In should be noted that most of hybrids or nothospecies reported in the genus from various parts of the world were described or identified based mainly or exclusively on morphological characters and co-occurrence of the supposed parental species. As Bhandari & Park (2022, art. 5423: 1) promptly noted, “Several hypothesized combinations of parental species of hybrids based on their intermediate morphology have been suggested in the genus, but few of them have been phylogenetically tested”. Thus, only several hybrid combinations in Rumex have been experimentally, phylogenetically and/or genetically confirmed beyond any reasonable doubt ( Ziburski et al. 1986, Ruhsam et al. 2015, Bhandari & Park 2022 and references therein).

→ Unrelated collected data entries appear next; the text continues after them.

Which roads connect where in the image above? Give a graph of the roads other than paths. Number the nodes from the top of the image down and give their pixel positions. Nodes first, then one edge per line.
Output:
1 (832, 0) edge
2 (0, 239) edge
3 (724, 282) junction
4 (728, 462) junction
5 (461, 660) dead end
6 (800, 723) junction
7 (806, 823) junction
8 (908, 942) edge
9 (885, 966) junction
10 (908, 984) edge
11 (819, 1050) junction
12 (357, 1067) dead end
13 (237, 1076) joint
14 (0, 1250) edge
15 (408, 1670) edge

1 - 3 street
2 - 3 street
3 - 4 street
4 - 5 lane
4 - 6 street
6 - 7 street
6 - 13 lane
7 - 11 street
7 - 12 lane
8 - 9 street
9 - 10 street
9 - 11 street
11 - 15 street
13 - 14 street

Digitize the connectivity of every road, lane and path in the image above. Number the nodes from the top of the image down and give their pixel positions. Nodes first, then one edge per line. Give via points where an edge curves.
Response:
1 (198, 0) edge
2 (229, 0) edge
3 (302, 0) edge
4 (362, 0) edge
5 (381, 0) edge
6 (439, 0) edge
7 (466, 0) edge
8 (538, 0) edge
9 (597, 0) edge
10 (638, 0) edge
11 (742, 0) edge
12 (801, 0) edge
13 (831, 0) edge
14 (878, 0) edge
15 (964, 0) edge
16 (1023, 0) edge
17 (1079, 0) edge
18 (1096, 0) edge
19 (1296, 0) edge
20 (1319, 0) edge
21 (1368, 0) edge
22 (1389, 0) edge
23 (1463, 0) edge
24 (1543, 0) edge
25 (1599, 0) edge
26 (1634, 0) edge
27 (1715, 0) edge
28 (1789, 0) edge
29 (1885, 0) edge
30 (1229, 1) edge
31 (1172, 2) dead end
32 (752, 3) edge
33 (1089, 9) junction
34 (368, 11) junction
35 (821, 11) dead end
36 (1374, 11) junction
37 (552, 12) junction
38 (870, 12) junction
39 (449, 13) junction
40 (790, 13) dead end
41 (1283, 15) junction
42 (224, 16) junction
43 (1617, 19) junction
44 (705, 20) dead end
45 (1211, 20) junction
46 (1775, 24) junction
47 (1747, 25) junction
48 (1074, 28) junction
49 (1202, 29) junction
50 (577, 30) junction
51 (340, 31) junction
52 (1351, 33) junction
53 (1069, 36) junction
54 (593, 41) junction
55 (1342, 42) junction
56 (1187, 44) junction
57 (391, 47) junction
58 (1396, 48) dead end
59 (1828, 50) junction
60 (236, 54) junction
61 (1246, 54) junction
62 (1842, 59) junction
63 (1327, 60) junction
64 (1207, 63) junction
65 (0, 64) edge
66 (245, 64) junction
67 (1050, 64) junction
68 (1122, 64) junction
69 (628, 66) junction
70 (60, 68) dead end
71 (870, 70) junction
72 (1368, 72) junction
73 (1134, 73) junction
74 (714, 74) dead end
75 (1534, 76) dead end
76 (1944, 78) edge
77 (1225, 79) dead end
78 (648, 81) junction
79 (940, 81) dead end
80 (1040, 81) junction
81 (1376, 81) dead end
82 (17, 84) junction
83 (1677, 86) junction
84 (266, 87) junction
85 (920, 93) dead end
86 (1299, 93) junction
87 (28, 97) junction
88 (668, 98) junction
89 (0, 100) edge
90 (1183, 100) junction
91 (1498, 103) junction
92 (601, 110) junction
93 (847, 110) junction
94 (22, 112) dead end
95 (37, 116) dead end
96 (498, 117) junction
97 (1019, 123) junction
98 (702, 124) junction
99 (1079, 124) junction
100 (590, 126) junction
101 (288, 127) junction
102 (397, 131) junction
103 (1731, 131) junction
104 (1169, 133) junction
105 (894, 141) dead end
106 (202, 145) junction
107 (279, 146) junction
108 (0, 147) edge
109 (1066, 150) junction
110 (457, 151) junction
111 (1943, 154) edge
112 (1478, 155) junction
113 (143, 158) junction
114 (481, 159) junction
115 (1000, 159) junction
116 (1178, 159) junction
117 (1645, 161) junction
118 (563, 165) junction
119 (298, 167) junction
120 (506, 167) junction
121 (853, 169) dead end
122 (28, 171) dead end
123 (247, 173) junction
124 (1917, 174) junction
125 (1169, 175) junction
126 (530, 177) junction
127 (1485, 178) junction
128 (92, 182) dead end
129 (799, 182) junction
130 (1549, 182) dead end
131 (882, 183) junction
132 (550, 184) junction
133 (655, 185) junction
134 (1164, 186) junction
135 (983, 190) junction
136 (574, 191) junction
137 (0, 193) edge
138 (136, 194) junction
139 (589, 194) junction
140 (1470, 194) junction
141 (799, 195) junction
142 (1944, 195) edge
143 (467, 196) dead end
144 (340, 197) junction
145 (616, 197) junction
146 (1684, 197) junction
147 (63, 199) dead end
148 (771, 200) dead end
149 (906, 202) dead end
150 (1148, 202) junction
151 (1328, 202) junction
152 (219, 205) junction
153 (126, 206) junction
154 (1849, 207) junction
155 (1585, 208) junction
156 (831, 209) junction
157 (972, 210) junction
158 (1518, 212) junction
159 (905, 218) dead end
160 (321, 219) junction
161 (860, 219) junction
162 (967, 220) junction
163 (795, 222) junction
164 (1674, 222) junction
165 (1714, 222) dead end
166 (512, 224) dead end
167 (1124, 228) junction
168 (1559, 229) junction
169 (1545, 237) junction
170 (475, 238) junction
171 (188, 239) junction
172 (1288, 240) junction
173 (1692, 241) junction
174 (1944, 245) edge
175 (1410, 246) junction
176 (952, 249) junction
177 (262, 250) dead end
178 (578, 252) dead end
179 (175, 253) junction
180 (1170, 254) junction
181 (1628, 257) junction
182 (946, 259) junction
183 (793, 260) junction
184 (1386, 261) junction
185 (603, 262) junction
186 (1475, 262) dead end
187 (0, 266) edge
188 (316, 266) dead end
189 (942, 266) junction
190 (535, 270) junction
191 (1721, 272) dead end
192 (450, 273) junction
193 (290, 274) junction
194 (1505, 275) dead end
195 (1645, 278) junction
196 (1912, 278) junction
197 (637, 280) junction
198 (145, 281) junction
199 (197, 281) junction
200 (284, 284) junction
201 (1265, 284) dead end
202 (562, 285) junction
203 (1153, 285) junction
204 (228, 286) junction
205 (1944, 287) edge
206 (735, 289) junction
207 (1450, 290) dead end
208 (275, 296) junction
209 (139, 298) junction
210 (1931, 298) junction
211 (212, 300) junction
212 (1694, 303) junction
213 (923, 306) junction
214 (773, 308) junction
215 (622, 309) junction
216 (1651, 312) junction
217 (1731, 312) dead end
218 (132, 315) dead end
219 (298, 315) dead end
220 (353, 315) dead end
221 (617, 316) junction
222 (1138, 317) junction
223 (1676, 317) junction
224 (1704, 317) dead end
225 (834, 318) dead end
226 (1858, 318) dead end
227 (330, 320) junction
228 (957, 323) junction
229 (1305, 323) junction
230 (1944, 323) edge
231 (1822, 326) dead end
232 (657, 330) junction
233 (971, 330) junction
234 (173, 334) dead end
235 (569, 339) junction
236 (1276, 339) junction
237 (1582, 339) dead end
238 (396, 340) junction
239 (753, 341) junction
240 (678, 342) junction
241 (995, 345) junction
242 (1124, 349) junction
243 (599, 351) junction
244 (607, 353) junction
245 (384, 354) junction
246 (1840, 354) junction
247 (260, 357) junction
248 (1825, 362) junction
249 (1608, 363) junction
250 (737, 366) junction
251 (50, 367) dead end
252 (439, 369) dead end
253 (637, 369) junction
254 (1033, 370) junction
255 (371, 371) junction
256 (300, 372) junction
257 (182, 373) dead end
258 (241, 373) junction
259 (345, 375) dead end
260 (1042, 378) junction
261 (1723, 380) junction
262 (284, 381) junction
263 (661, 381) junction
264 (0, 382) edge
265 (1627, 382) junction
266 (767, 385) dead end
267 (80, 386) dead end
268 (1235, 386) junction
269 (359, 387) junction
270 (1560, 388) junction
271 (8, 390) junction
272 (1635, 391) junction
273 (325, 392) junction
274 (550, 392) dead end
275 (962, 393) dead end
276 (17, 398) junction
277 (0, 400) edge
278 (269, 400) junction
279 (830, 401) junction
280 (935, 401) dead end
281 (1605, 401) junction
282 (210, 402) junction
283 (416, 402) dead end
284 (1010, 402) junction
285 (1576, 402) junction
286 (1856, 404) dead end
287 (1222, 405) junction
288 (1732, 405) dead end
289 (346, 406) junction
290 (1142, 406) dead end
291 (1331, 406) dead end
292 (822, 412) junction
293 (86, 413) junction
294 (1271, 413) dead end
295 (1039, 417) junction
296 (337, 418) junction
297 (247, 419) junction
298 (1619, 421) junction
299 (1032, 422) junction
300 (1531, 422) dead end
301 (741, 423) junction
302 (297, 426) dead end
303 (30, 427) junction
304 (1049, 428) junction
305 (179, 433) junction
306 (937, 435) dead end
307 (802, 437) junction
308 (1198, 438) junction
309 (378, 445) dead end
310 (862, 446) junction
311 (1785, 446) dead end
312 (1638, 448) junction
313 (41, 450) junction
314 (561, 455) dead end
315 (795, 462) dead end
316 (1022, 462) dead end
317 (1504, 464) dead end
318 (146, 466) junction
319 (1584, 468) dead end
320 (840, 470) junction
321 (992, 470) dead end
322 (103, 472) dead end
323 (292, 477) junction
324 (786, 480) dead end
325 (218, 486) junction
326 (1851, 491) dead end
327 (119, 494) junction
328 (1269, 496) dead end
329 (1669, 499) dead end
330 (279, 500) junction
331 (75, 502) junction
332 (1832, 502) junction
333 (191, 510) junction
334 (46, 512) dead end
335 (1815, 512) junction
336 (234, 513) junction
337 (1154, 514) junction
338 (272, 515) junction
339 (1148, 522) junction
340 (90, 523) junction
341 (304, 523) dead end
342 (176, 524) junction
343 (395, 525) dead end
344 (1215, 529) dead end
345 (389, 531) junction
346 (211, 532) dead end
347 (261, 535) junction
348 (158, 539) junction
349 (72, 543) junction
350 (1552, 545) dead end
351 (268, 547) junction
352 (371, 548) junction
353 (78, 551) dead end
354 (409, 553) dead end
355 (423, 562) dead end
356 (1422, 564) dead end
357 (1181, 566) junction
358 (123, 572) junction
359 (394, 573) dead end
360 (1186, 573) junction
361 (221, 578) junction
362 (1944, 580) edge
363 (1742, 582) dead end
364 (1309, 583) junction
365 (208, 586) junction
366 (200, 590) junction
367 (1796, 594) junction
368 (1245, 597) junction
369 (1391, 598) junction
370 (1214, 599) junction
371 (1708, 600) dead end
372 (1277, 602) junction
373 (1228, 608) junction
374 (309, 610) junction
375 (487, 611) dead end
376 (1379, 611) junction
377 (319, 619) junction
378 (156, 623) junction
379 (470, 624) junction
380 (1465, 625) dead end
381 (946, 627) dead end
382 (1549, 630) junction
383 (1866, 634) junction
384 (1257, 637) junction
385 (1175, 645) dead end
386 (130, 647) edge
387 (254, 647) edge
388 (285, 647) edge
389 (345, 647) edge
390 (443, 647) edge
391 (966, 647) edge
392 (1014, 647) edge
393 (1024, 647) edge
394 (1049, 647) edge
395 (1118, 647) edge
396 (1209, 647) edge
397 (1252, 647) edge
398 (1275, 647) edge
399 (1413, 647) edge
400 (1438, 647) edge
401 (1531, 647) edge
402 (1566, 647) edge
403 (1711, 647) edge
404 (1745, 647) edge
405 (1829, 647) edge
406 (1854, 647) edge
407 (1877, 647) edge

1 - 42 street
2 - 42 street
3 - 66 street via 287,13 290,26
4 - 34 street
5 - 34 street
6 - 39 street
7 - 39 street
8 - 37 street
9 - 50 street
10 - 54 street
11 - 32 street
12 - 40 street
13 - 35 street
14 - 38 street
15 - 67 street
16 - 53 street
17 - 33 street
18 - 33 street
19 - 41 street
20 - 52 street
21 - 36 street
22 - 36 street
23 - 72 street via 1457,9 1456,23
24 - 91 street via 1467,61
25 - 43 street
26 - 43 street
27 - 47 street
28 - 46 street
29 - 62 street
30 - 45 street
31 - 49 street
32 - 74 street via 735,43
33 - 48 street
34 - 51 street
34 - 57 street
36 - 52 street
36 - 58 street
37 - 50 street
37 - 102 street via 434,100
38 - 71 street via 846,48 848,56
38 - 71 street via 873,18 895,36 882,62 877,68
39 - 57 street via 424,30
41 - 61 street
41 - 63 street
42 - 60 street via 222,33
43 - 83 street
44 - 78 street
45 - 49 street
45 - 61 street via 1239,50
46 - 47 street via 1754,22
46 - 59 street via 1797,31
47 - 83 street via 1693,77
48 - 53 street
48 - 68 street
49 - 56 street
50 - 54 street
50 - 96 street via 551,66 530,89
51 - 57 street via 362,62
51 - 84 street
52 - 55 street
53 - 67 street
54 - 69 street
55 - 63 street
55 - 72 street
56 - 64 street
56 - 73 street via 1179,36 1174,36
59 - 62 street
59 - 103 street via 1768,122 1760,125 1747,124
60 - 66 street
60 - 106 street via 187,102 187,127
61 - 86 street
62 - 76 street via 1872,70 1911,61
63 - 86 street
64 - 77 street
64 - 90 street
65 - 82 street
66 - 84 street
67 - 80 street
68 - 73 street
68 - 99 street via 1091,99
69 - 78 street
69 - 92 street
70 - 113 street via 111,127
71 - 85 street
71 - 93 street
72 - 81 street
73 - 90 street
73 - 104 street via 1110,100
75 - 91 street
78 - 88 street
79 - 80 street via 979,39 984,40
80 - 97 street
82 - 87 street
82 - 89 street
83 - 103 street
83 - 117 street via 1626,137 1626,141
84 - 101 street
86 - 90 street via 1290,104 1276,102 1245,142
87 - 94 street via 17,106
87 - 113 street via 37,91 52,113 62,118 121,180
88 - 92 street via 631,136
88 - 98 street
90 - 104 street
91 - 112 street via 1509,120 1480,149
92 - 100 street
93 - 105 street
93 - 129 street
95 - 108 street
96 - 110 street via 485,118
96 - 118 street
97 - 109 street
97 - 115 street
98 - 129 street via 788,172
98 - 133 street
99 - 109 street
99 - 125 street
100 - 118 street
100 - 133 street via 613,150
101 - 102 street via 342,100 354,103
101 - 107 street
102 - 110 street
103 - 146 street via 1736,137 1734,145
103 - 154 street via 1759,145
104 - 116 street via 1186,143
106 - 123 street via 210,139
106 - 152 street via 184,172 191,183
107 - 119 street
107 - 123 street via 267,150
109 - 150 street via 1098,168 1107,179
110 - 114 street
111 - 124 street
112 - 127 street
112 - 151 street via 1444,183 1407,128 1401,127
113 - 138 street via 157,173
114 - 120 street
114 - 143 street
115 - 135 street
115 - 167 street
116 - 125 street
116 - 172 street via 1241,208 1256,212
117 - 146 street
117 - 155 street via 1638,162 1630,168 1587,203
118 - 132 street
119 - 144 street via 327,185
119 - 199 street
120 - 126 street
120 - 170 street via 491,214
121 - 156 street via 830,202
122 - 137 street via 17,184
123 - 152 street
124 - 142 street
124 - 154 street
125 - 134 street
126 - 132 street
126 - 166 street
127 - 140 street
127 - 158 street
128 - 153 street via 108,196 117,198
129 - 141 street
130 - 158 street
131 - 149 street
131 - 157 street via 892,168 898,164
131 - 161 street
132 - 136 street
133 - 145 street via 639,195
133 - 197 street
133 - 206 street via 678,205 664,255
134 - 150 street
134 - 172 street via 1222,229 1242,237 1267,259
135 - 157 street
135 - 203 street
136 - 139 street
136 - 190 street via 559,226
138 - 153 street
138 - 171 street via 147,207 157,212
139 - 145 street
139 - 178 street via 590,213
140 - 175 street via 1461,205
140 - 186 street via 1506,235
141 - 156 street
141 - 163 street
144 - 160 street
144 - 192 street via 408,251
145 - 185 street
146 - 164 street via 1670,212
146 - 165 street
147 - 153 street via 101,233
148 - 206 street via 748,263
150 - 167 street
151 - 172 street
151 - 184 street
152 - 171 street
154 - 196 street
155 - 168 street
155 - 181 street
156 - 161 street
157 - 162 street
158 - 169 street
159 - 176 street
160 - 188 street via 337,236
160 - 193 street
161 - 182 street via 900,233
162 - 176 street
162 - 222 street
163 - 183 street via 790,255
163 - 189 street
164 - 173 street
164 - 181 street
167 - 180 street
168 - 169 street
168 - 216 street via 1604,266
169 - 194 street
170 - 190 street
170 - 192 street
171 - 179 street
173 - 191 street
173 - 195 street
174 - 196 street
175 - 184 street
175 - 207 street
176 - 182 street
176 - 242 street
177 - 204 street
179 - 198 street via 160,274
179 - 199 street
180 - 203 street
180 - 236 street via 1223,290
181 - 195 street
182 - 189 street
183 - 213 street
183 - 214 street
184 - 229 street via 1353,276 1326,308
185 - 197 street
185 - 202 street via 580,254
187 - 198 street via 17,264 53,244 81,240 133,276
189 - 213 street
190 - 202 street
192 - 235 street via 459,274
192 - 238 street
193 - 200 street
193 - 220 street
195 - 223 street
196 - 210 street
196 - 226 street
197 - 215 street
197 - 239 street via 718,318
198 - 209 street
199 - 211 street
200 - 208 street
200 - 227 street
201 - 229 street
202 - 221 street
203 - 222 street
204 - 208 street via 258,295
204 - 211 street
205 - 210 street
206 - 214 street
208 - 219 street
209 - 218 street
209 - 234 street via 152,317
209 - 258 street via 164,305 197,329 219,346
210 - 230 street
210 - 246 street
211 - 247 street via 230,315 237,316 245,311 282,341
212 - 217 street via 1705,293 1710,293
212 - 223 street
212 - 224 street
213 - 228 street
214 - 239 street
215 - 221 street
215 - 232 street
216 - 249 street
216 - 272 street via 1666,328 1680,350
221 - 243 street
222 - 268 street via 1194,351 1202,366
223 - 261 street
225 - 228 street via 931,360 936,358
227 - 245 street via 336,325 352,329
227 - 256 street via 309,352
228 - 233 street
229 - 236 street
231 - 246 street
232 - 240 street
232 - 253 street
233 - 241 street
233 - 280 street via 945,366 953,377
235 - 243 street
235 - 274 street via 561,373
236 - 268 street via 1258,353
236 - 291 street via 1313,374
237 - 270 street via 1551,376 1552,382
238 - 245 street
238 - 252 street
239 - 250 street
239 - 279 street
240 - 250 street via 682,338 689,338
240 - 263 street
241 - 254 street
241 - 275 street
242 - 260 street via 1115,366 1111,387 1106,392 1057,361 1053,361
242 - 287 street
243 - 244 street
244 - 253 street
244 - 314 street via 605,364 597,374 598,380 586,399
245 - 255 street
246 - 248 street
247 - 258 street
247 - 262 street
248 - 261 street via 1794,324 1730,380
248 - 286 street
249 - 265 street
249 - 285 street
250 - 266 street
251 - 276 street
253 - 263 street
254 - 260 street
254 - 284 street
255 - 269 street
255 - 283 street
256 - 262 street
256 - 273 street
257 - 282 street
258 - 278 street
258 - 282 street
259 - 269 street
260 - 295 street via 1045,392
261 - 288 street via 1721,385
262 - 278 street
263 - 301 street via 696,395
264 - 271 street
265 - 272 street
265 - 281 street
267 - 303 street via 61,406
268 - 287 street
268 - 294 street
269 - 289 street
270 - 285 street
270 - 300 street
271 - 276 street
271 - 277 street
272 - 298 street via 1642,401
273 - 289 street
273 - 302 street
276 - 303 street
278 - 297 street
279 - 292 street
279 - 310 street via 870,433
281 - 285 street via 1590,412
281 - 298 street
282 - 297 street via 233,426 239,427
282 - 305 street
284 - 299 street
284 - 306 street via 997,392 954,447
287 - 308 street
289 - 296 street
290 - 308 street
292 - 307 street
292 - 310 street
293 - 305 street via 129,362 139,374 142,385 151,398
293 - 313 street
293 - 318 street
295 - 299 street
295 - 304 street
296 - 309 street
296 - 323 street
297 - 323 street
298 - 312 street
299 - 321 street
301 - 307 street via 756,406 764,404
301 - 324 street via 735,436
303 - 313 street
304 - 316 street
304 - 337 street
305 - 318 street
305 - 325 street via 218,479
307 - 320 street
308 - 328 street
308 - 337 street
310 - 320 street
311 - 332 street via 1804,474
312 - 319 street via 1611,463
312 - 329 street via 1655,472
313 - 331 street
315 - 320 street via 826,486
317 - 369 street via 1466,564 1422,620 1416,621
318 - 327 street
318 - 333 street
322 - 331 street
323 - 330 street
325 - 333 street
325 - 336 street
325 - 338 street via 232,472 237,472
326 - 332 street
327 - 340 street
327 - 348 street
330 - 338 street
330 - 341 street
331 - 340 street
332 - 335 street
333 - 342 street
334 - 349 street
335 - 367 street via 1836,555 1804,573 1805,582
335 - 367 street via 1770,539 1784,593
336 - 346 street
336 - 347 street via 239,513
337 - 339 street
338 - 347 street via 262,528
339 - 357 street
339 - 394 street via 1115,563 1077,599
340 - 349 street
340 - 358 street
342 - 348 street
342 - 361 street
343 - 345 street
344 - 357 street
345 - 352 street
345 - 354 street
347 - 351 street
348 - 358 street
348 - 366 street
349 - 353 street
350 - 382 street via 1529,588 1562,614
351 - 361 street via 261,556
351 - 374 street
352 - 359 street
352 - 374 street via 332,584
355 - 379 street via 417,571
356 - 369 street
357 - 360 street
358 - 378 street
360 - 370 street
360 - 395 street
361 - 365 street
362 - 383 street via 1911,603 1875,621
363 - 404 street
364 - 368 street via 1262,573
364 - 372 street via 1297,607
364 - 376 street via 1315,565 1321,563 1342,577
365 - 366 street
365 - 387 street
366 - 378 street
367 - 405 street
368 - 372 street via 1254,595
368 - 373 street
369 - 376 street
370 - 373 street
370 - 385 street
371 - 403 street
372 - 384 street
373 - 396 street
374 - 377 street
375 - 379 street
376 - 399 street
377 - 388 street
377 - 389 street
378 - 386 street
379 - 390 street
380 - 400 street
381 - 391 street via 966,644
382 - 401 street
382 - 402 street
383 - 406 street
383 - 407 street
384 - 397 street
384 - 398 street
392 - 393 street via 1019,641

Considering hybridization in the group of species discussed here, Rechinger described a supposed hybrid between Rumex chalepensis Miller (1768 : without pagination; RUM n. 11 https://www.biodiversitylibrary.org/page/ 394481#page/1009/mode/1up) and R.tianschanicus (cited as ‘ thjanschanicus ’) as R. × khorasanicus Rech. f. ( Rechinger 1950: 125). Also, hybrids with participation of R. paulsenianus have been described: Rumex × kaschmirianus Rech. f. (Rechinger in Qaiser 2001: 163) derived from R. nepalensis Sprengel (1825: 159) × R. paulsenianus , and Rumex × munshii Rech. f. (Rechinger in Qaiser 2001: 162) derived from R. punjabensis K.M. Vaid & H.B. Naithani (1979: 802) × R. paulsenianus .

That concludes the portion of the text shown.